Work item: Each entry is to be given again exactly; drop the images.

BEGIN Data

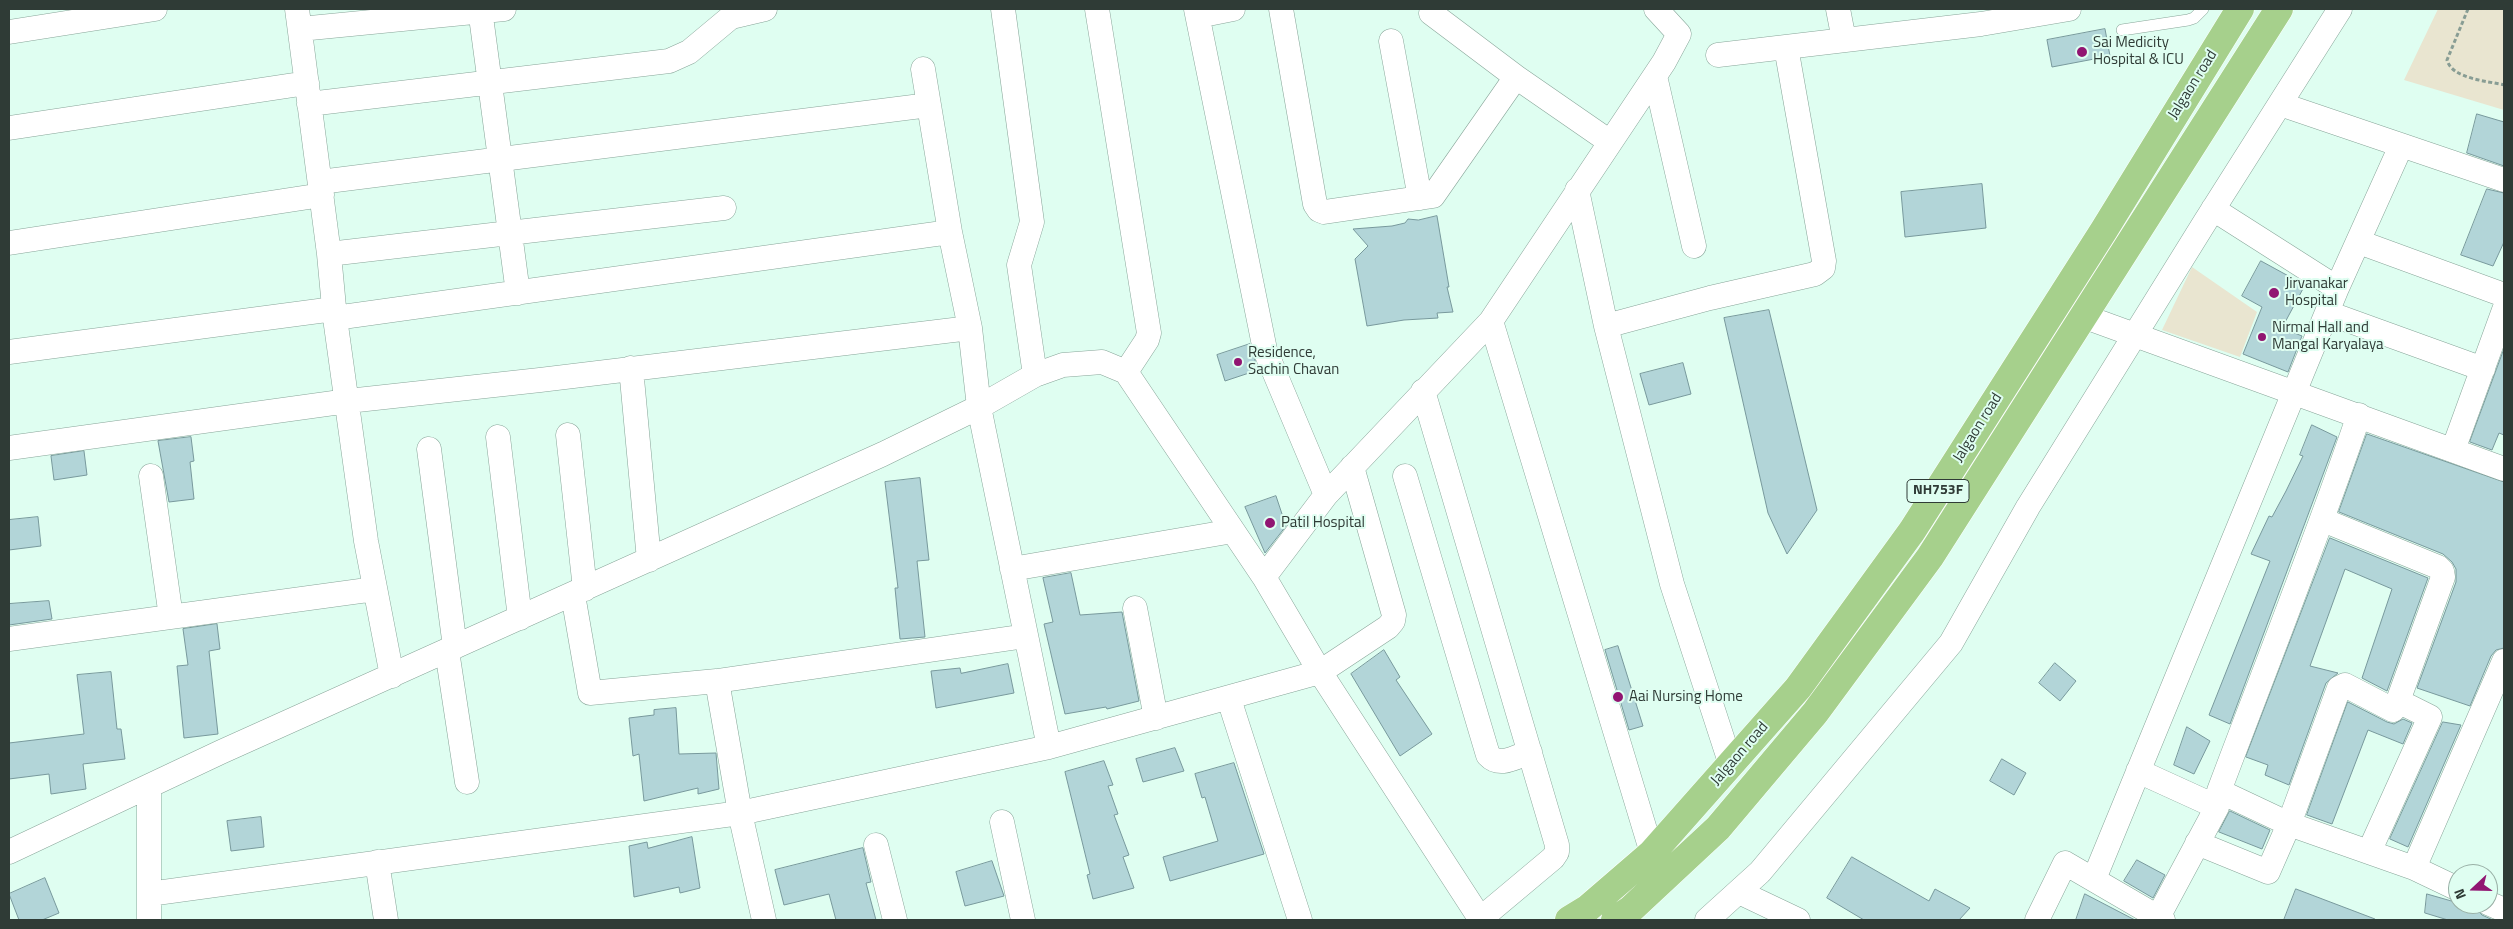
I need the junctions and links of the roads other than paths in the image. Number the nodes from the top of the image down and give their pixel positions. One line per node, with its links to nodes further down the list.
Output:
1 (156, 9): 16 (street)
2 (504, 9): 15 (street)
3 (765, 9): 30 (street)
4 (1003, 9): 66 (street)
5 (1097, 9): 65 (street)
6 (1233, 9): 17 (street)
7 (1282, 9): 41 (street)
8 (1656, 9): 28 (street)
9 (1838, 9): 23 (street)
10 (2070, 9): 19 (street)
11 (2204, 9): 21 (lane)
12 (2240, 9): 53 (highway, Jalgaon road / NH753F)
13 (2279, 9): 57 (highway, Jalgaon road / NH753F)
14 (2340, 9): 33 (street)
15 (480, 10): 20 (street); 30 (street)
16 (114, 12): 22 (street)
17 (1197, 12): 81 (street)
18 (1431, 13): 29 (street)
19 (1986, 16): 23 (street)
20 (299, 19): 31 (street)
21 (2122, 30)
22 (9, 32)
23 (1844, 40): 25 (street)
24 (1391, 41): 41 (street)
25 (1786, 48): 26 (street); 59 (street)
26 (1718, 55)
27 (923, 69): 32 (street)
28 (1655, 76): 35 (street); 48 (street)
29 (1516, 77): 35 (street); 41 (street)
30 (491, 84): 31 (street); 37 (street)
31 (308, 94): 34 (street); 39 (street)
32 (929, 104): 37 (street); 44 (street)
33 (2280, 104): 36 (street); 43 (street)
34 (9, 128)
35 (1610, 142): 40 (street)
36 (2401, 146): 38 (street); 46 (street)
37 (501, 158): 39 (street); 45 (street)
38 (2504, 180)
39 (321, 189): 47 (street); 49 (street)
40 (1577, 190): 58 (street); 59 (street)
41 (1420, 198)
42 (724, 208): 45 (street)
43 (2213, 209): 50 (street); 61 (street)
44 (950, 232): 51 (street); 60 (street)
45 (510, 233): 49 (street); 51 (street)
46 (2359, 242): 50 (street); 52 (street)
47 (9, 244)
48 (1694, 246)
49 (330, 254): 56 (street)
50 (2337, 288): 55 (street)
51 (518, 293): 56 (street)
52 (2504, 295)
53 (2055, 306): 57 (street); 104 (highway, Jalgaon road / NH753F)
54 (2504, 310): 64 (street)
55 (2328, 313): 64 (street); 68 (street)
56 (335, 314): 62 (street); 69 (street)
57 (2083, 316): 61 (street); 132 (highway, Jalgaon road / NH753F)
58 (1491, 321): 67 (street); 116 (street)
59 (1606, 326): 104 (street)
60 (970, 328): 63 (street); 70 (street)
61 (2134, 336): 68 (street); 121 (street)
62 (9, 352)
63 (631, 368): 69 (street); 84 (street)
64 (2482, 369): 76 (street)
65 (1126, 372): 66 (street); 83 (street)
66 (1035, 375): 70 (street)
67 (1423, 391): 77 (street); 103 (street)
68 (2293, 393): 71 (street); 105 (street)
69 (348, 400): 74 (street); 87 (street)
70 (978, 407): 84 (street); 85 (street)
71 (2359, 415): 76 (street); 82 (street)
72 (568, 435): 88 (street)
73 (498, 437): 91 (street)
74 (9, 448)
75 (429, 449): 94 (street)
76 (2453, 450): 78 (street)
77 (1352, 467): 81 (street); 96 (street)
78 (2504, 469)
79 (151, 476): 90 (street)
80 (1405, 476): 103 (street)
81 (1326, 495): 86 (street)
82 (2323, 520): 100 (street); 108 (street)
83 (1233, 530): 85 (street); 86 (street)
84 (649, 560): 88 (street)
85 (1012, 569): 92 (street)
86 (1264, 577): 96 (street)
87 (375, 589): 90 (street); 97 (street)
88 (579, 592): 91 (street); 98 (street)
89 (1135, 608): 101 (street)
90 (171, 617): 93 (street)
91 (520, 618): 94 (street)
92 (1026, 636): 98 (street); 102 (street)
93 (9, 639)
94 (451, 649): 97 (street); 106 (street)
95 (2504, 660): 118 (street)
96 (1320, 672): 99 (street); 130 (street)
97 (392, 676): 107 (street)
98 (717, 681): 109 (street)
99 (1229, 699): 101 (street); 129 (street)
100 (2398, 701): 111 (street); 115 (street)
101 (1156, 718): 102 (street)
102 (1049, 748): 109 (street)
103 (1530, 752): 130 (street)
104 (1731, 765): 116 (highway, Jalgaon road / NH753F)
105 (2138, 771): 108 (street); 119 (street)
106 (467, 782)
107 (150, 786): 114 (street); 122 (street)
108 (2218, 799): 111 (street); 112 (street)
109 (740, 813): 117 (street); 126 (street)
110 (1002, 822): 128 (street)
111 (2289, 824): 112 (street); 115 (street)
112 (2198, 843): 123 (street)
113 (876, 845): 127 (street)
114 (9, 852)
115 (2369, 852): 118 (street)
116 (1652, 853): 131 (highway, Jalgaon road / NH753F)
117 (377, 862): 122 (street); 125 (street)
118 (2414, 868): 120 (street)
119 (2094, 879): 123 (street); 135 (street)
120 (2448, 884)
121 (1739, 892): 133 (street); 134 (street)
122 (149, 894): 124 (street)
123 (2160, 919)
124 (149, 920)
125 (386, 920)
126 (764, 920)
127 (895, 920)
128 (1023, 920)
129 (1300, 920)
130 (1480, 920)
131 (1569, 920)
132 (1615, 920)
133 (1707, 920)
134 (1798, 920)
135 (2037, 920)

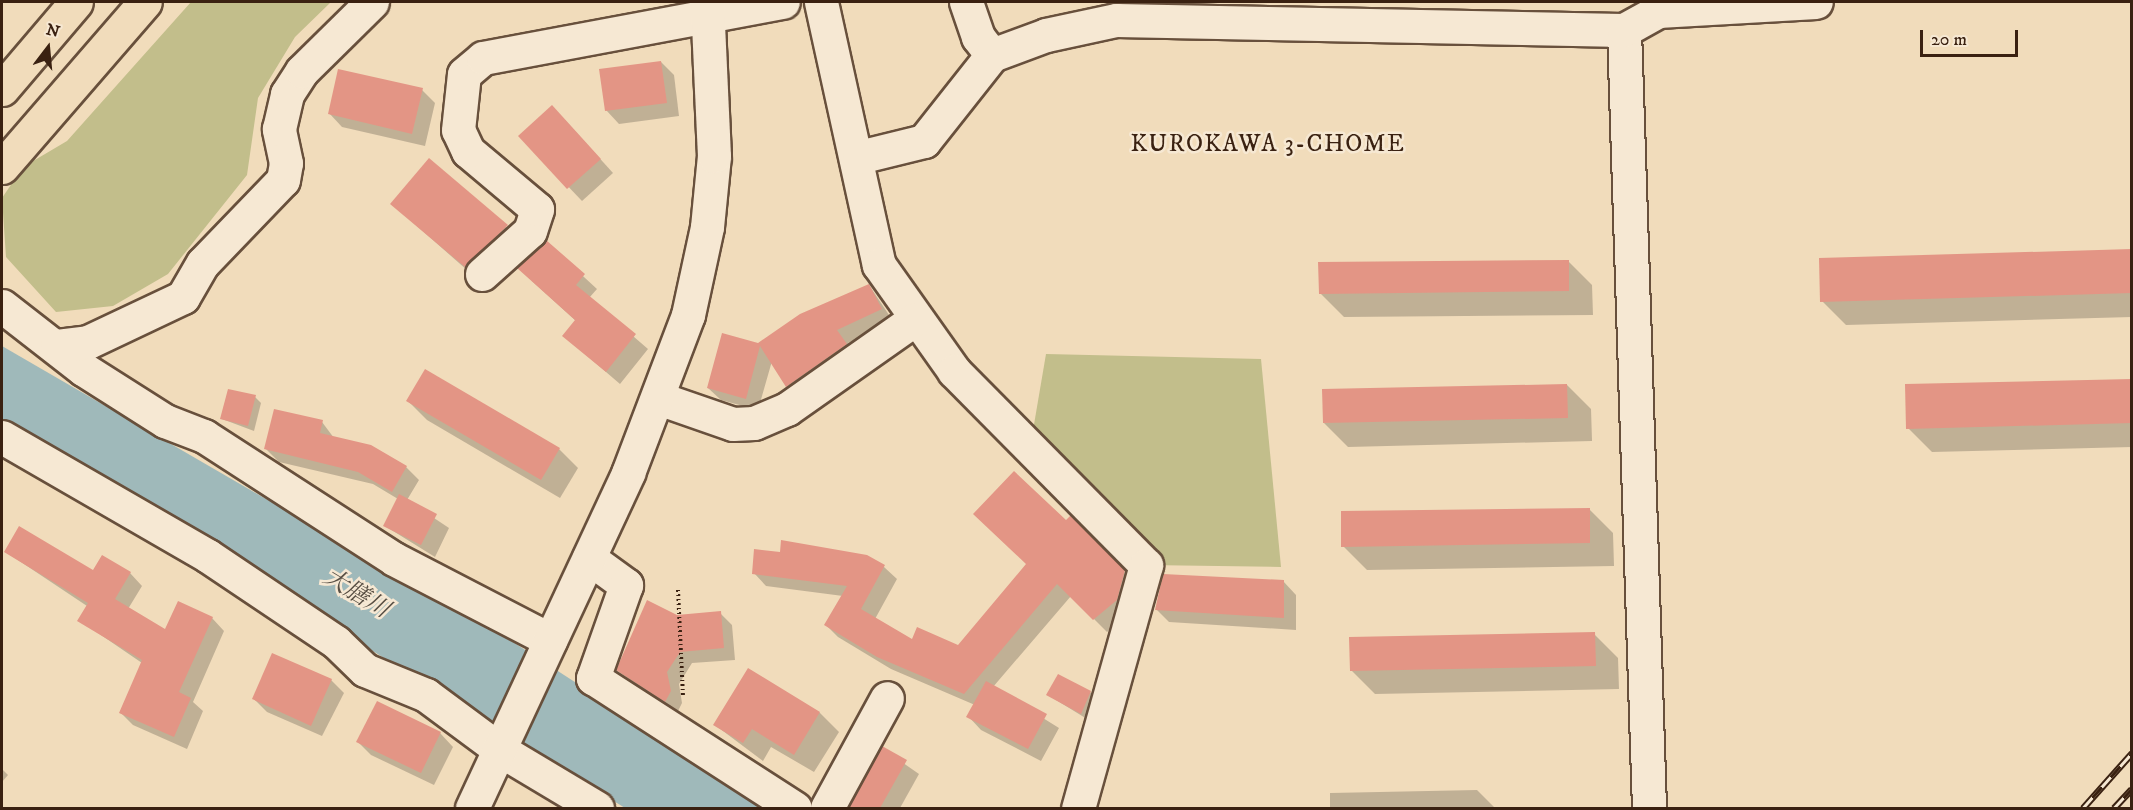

END Data

Result:
I need the junctions and links of the roads other than paths in the image. Number the nodes from the top of the image down and give their pixel positions. One line per node, with its links to nodes further down the list.
Output:
1 (156, 9): 16 (street)
2 (504, 9): 15 (street)
3 (765, 9): 30 (street)
4 (1003, 9): 66 (street)
5 (1097, 9): 65 (street)
6 (1233, 9): 17 (street)
7 (1282, 9): 41 (street)
8 (1656, 9): 28 (street)
9 (1838, 9): 23 (street)
10 (2070, 9): 19 (street)
11 (2204, 9): 21 (lane)
12 (2240, 9): 53 (highway, Jalgaon road / NH753F)
13 (2279, 9): 57 (highway, Jalgaon road / NH753F)
14 (2340, 9): 33 (street)
15 (480, 10): 20 (street); 30 (street)
16 (114, 12): 22 (street)
17 (1197, 12): 81 (street)
18 (1431, 13): 29 (street)
19 (1986, 16): 23 (street)
20 (299, 19): 31 (street)
21 (2122, 30)
22 (9, 32)
23 (1844, 40): 25 (street)
24 (1391, 41): 41 (street)
25 (1786, 48): 26 (street); 59 (street)
26 (1718, 55)
27 (923, 69): 32 (street)
28 (1655, 76): 35 (street); 48 (street)
29 (1516, 77): 35 (street); 41 (street)
30 (491, 84): 31 (street); 37 (street)
31 (308, 94): 34 (street); 39 (street)
32 (929, 104): 37 (street); 44 (street)
33 (2280, 104): 36 (street); 43 (street)
34 (9, 128)
35 (1610, 142): 40 (street)
36 (2401, 146): 38 (street); 46 (street)
37 (501, 158): 39 (street); 45 (street)
38 (2504, 180)
39 (321, 189): 47 (street); 49 (street)
40 (1577, 190): 58 (street); 59 (street)
41 (1420, 198)
42 (724, 208): 45 (street)
43 (2213, 209): 50 (street); 61 (street)
44 (950, 232): 51 (street); 60 (street)
45 (510, 233): 49 (street); 51 (street)
46 (2359, 242): 50 (street); 52 (street)
47 (9, 244)
48 (1694, 246)
49 (330, 254): 56 (street)
50 (2337, 288): 55 (street)
51 (518, 293): 56 (street)
52 (2504, 295)
53 (2055, 306): 57 (street); 104 (highway, Jalgaon road / NH753F)
54 (2504, 310): 64 (street)
55 (2328, 313): 64 (street); 68 (street)
56 (335, 314): 62 (street); 69 (street)
57 (2083, 316): 61 (street); 132 (highway, Jalgaon road / NH753F)
58 (1491, 321): 67 (street); 116 (street)
59 (1606, 326): 104 (street)
60 (970, 328): 63 (street); 70 (street)
61 (2134, 336): 68 (street); 121 (street)
62 (9, 352)
63 (631, 368): 69 (street); 84 (street)
64 (2482, 369): 76 (street)
65 (1126, 372): 66 (street); 83 (street)
66 (1035, 375): 70 (street)
67 (1423, 391): 77 (street); 103 (street)
68 (2293, 393): 71 (street); 105 (street)
69 (348, 400): 74 (street); 87 (street)
70 (978, 407): 84 (street); 85 (street)
71 (2359, 415): 76 (street); 82 (street)
72 (568, 435): 88 (street)
73 (498, 437): 91 (street)
74 (9, 448)
75 (429, 449): 94 (street)
76 (2453, 450): 78 (street)
77 (1352, 467): 81 (street); 96 (street)
78 (2504, 469)
79 (151, 476): 90 (street)
80 (1405, 476): 103 (street)
81 (1326, 495): 86 (street)
82 (2323, 520): 100 (street); 108 (street)
83 (1233, 530): 85 (street); 86 (street)
84 (649, 560): 88 (street)
85 (1012, 569): 92 (street)
86 (1264, 577): 96 (street)
87 (375, 589): 90 (street); 97 (street)
88 (579, 592): 91 (street); 98 (street)
89 (1135, 608): 101 (street)
90 (171, 617): 93 (street)
91 (520, 618): 94 (street)
92 (1026, 636): 98 (street); 102 (street)
93 (9, 639)
94 (451, 649): 97 (street); 106 (street)
95 (2504, 660): 118 (street)
96 (1320, 672): 99 (street); 130 (street)
97 (392, 676): 107 (street)
98 (717, 681): 109 (street)
99 (1229, 699): 101 (street); 129 (street)
100 (2398, 701): 111 (street); 115 (street)
101 (1156, 718): 102 (street)
102 (1049, 748): 109 (street)
103 (1530, 752): 130 (street)
104 (1731, 765): 116 (highway, Jalgaon road / NH753F)
105 (2138, 771): 108 (street); 119 (street)
106 (467, 782)
107 (150, 786): 114 (street); 122 (street)
108 (2218, 799): 111 (street); 112 (street)
109 (740, 813): 117 (street); 126 (street)
110 (1002, 822): 128 (street)
111 (2289, 824): 112 (street); 115 (street)
112 (2198, 843): 123 (street)
113 (876, 845): 127 (street)
114 (9, 852)
115 (2369, 852): 118 (street)
116 (1652, 853): 131 (highway, Jalgaon road / NH753F)
117 (377, 862): 122 (street); 125 (street)
118 (2414, 868): 120 (street)
119 (2094, 879): 123 (street); 135 (street)
120 (2448, 884)
121 (1739, 892): 133 (street); 134 (street)
122 (149, 894): 124 (street)
123 (2160, 919)
124 (149, 920)
125 (386, 920)
126 (764, 920)
127 (895, 920)
128 (1023, 920)
129 (1300, 920)
130 (1480, 920)
131 (1569, 920)
132 (1615, 920)
133 (1707, 920)
134 (1798, 920)
135 (2037, 920)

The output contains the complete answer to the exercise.